Skocz do zawartości

Clair de Lune


zgoda

Rekomendowane odpowiedzi

Taaaa... To mi przypomina tekst mojej żony jakieś 7 lat temu: "to dobrze że dziewczynka, dziewczynki są grzeczniejsze".

 

A wracając do dantejskich scen w fermentorze, to u mnie wygląda podobnie. To piwo pod bardzo wieloma względami jest wyjątkowe. :lol:

Odnośnik do komentarza
Udostępnij na innych stronach

Wczoraj zrobiłem #15 Jasne Niepełne v1.0 -> http://zgodowie.org/2010/10/09/15-jasne-niepelne-v10/

 

Mam bardzo złe przeczucia co do tego piwa. Co prawda fermentacja ruszyła w tempie ekspresowym, ale brzeczka którą zlałem znad chmielin przypominała mleko, taka była mętna. Nie wiem co mam o tym sądzić.

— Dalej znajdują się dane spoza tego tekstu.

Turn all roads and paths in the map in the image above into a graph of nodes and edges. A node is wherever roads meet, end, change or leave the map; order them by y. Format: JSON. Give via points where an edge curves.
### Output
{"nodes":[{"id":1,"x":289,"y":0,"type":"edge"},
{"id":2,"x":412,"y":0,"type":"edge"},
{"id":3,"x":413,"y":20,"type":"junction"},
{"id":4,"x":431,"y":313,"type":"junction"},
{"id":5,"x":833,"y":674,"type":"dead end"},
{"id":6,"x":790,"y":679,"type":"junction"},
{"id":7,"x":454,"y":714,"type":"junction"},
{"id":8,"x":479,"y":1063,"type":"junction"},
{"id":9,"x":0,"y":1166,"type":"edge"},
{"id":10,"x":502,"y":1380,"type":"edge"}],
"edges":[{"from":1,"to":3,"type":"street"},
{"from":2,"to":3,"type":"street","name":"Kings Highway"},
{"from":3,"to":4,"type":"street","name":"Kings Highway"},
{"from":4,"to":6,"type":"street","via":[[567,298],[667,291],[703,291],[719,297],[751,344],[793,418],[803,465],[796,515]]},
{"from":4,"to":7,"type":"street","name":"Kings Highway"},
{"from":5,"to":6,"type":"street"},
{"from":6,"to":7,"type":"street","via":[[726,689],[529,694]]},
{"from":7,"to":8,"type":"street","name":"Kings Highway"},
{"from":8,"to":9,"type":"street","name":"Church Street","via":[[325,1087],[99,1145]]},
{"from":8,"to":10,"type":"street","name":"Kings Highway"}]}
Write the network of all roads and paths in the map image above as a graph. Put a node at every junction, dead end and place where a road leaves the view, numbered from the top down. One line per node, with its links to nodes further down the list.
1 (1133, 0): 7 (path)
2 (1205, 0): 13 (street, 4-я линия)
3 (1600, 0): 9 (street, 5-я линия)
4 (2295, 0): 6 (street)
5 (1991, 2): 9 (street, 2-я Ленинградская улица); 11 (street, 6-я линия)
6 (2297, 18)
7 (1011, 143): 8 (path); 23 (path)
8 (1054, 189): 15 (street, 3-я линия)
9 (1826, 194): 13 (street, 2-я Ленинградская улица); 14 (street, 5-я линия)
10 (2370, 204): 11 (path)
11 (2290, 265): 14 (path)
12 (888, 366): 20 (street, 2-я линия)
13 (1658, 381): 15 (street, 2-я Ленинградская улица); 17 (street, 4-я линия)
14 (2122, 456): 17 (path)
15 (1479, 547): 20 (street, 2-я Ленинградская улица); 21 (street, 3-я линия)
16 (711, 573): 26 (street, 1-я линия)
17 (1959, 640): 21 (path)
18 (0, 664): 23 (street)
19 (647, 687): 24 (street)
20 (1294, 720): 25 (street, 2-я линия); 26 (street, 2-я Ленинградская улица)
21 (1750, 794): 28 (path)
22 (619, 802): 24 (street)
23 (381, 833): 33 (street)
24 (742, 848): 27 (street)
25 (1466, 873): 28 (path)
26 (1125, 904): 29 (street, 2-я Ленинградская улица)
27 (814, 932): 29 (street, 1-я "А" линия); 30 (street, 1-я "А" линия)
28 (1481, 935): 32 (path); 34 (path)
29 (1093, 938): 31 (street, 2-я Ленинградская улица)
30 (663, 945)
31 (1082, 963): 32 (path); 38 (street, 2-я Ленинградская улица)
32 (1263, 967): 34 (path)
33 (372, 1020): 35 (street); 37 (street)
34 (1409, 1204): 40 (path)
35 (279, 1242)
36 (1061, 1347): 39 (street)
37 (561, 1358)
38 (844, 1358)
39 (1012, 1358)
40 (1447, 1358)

Nic się nie przejmuj, jak się nie wyklaruje to będzie po prostu bardziej pożywne :lol: Moje super mętne wielozbożowe jest tak sycące, że można nim zaspokajać głód :lol: Trzeba tylko mocniej nagazować takiego żura, żeby łatwo się piło i jest cacy :lol:

Odnośnik do komentarza
Udostępnij na innych stronach

Coś dziwnego się dzieje z #8 (Kolonijne v1.1) - pomimo infekcji po miesiącu w butelkach jego pijalność się poprawia, a nie pogarsza. Kloaczny zapach jakby trochę się stonował, wciąż jest wyczuwalny (i nadal odpychający, tego piwa nie należy wąchać), ale daje się je pić bez wstrętu. Jeżeli coś podobnego miałoby czekać #10, który jest zainfekowany dokładnie tym samym, to może sytuacja w magazynie jesienią nie będzie tak zła i nie zostanę z pustymi skrzynkami.

 

Na razie #10 urzeka pięknym chmielowym smakiem, który dopiero co zaczyna się przebijać przez potężną goryczkę (ponad 50 IBU robi swoje). Szkoda że śmierdzi infekcją, a nie pachnie chmielem.

 

A w warzelni (czyli w kuchni) remont - nie będzie warzenia w ten weekend. Zdaje się też, że #14 postoi na burzliwej parę dni dłużej zanim je przeleję na cichą. Chyba, żeby w ogóle cichej nie robić, bo 2 tygodnie to chyba dość fermentowania.

Edytowane przez zgoda
Odnośnik do komentarza
Udostępnij na innych stronach

Coś dziwnego się dzieje z #8 (Kolonijne v1.1) - pomimo infekcji po miesiącu w butelkach jego pijalność się poprawia, a nie pogarsza. Kloaczny zapach jakby trochę się stonował, wciąż jest wyczuwalny (i nadal odpychający, tego piwa nie należy wąchać), ale daje się je pić bez wstrętu. Jeżeli coś podobnego miałoby czekać #10, który jest zainfekowany dokładnie tym samym, to może sytuacja w magazynie jesienią nie będzie tak zła i nie zostanę z pustymi skrzynkami.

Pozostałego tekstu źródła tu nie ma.